Ok, let us now create a class to index the employee information. In project explorer expand the project. Right click on src folder and select New–>Class. Java Class wizard appears. Give the package name as example and class name as IndexBuilder. Press finish button. IndexBuilder.java appears in editor. Now replace the content with the following code snippet.

 
package example;
 
import java.io.File;
import java.sql.Connection;
import java.sql.DriverManager;
import java.sql.ResultSet;
import java.sql.Statement;
 
import org.apache.lucene.analysis.standard.StandardAnalyzer;
import org.apache.lucene.document.Document;
import org.apache.lucene.document.Field;
import org.apache.lucene.index.IndexWriter;
import org.apache.lucene.store.FSDirectory;
import org.apache.lucene.util.Version;
 
 
public class IndexBuilder {
 
	static final String LUCENE_INDEX_DIRECTORY = "C:\\lucene";
	static final String DB_HOST_NAME = "localhost";
	static final String DB_USER_NAME = "root";
	static final String DB_PASSWORD = "jinoy";
 
	//method for indexing
	public void buildIndex(){
 
		Connection con = null;
		Statement stmt = null;
		ResultSet rs = null;
		IndexWriter writer=null;
		StandardAnalyzer analyzer = null;		
		File file = null;
		try{
			System.out.println("Start indexing");
			//get a reference to index directory file
			file = new File(LUCENE_INDEX_DIRECTORY);
			analyzer = new StandardAnalyzer(Version.LUCENE_CURRENT);
			writer = new IndexWriter(
					FSDirectory.open(file),
					analyzer,
					true,
					IndexWriter.MaxFieldLength.LIMITED
					);
 
 
			//initialize the driver class
			Class.forName("com.mysql.jdbc.Driver").newInstance();
			//get connection object
			con = DriverManager.getConnection(
					"jdbc:mysql://"+DB_HOST_NAME+"/mydb",
					DB_USER_NAME, DB_PASSWORD);
			//create statement object
			stmt = con.createStatement();
			//execute query
			rs = stmt.executeQuery("SELECT * FROM employee");
			//iterate through result set
			while(rs.next()){
				String id = rs.getString("employeeid");
				String name = rs.getString("name");
				String age = rs.getString("age");
				String designation = rs.getString("designation");
				//create a full text field which contains name,
				//age and designation
				String fulltext = name + " " + age +
				" " + designation;
 
				//create document object
				Document document = new Document();
				//create field objects and add to document				
				Field idField = new Field("employeeid", 
						id, Field.Store.YES,
						Field.Index.NO);
				document.add(idField);
				Field nameField = new Field("name",
						name, Field.Store.YES,
						Field.Index.ANALYZED);
				document.add(nameField);
				Field ageField = new Field("age",
						age, Field.Store.YES,
						Field.Index.NOT_ANALYZED);
				document.add(ageField);
				Field designationField = new Field("designation",
						designation, Field.Store.YES,
						Field.Index.ANALYZED);
				document.add(designationField);
				Field fulltextField = new Field("fulltext",
						fulltext, Field.Store.NO,
						Field.Index.ANALYZED);
				document.add(fulltextField);
				//add the document to writer
				writer.addDocument(document);
			}
			//optimize the index
			System.out.println("Optimizing index");
			writer.optimize();
 
		}catch(Exception e){
			e.printStackTrace();
		}finally{
			try{
				if(writer!=null)
					writer.close();
				if(rs!=null)
					rs.close();
				if(stmt!=null)
					stmt.close();
				if(con!=null)
					con.close();
				System.out.println("Finished indexing");
 
			}catch(Exception ex){
				ex.printStackTrace();
			}
 
		}
 
 
	}
 
	public static void main(String[] args) throws Exception {
 
		IndexBuilder builder = new IndexBuilder();
		builder.buildIndex();
	}
 
}

In the above code, you have to make some changes. Some static final variables are defined which you may change according to your setup. First variable is about lucene index directory where you want to store index. You have to give full folder path for it. Next three variables are related to MySQL db where you have to change host name, user name and password according to your setup. Once you make changes, save the file.
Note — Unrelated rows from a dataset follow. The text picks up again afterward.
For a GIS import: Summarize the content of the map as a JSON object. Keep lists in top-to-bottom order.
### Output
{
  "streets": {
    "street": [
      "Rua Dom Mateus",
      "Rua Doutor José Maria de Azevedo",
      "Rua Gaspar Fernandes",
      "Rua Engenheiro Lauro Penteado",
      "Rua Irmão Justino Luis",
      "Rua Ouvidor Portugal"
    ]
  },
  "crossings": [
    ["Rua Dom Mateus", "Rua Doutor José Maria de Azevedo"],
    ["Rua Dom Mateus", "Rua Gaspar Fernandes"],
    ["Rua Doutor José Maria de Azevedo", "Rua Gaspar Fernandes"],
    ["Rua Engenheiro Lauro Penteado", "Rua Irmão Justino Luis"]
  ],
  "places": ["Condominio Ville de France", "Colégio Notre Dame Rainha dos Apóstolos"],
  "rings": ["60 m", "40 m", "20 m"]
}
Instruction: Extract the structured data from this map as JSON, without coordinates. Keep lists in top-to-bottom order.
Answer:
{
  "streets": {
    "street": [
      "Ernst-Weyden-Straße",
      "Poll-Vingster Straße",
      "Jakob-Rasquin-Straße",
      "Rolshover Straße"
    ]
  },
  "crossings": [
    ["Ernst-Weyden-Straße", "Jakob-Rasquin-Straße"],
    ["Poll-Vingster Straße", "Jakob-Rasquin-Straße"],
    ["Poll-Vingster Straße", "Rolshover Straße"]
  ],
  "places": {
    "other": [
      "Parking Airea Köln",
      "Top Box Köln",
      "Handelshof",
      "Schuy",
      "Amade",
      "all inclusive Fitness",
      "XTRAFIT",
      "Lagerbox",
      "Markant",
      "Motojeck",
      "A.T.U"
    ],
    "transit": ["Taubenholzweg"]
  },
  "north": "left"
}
Now let us run this java application. Right click on IndexBuilder.java and select Run As–>Java Application.

lucene_1

If everything went smoothly, you get “Finished Indexing” message in console. Now go to lucene index directory and you could see the index files.

lucene_2

 Now let us walk through the code. In main method we create an instance of IndexBuilder object and call its buildIndex() method. In buildIndex() method we create a File object which repesents our index directory. Then we create a StandardAnalyzer object. StandardAnalyzer is extended from Analyzer class. It splits the text into words, convert them to lower case and remove some common words like is, this etc. You may use any other analyzer or create your own analyzer.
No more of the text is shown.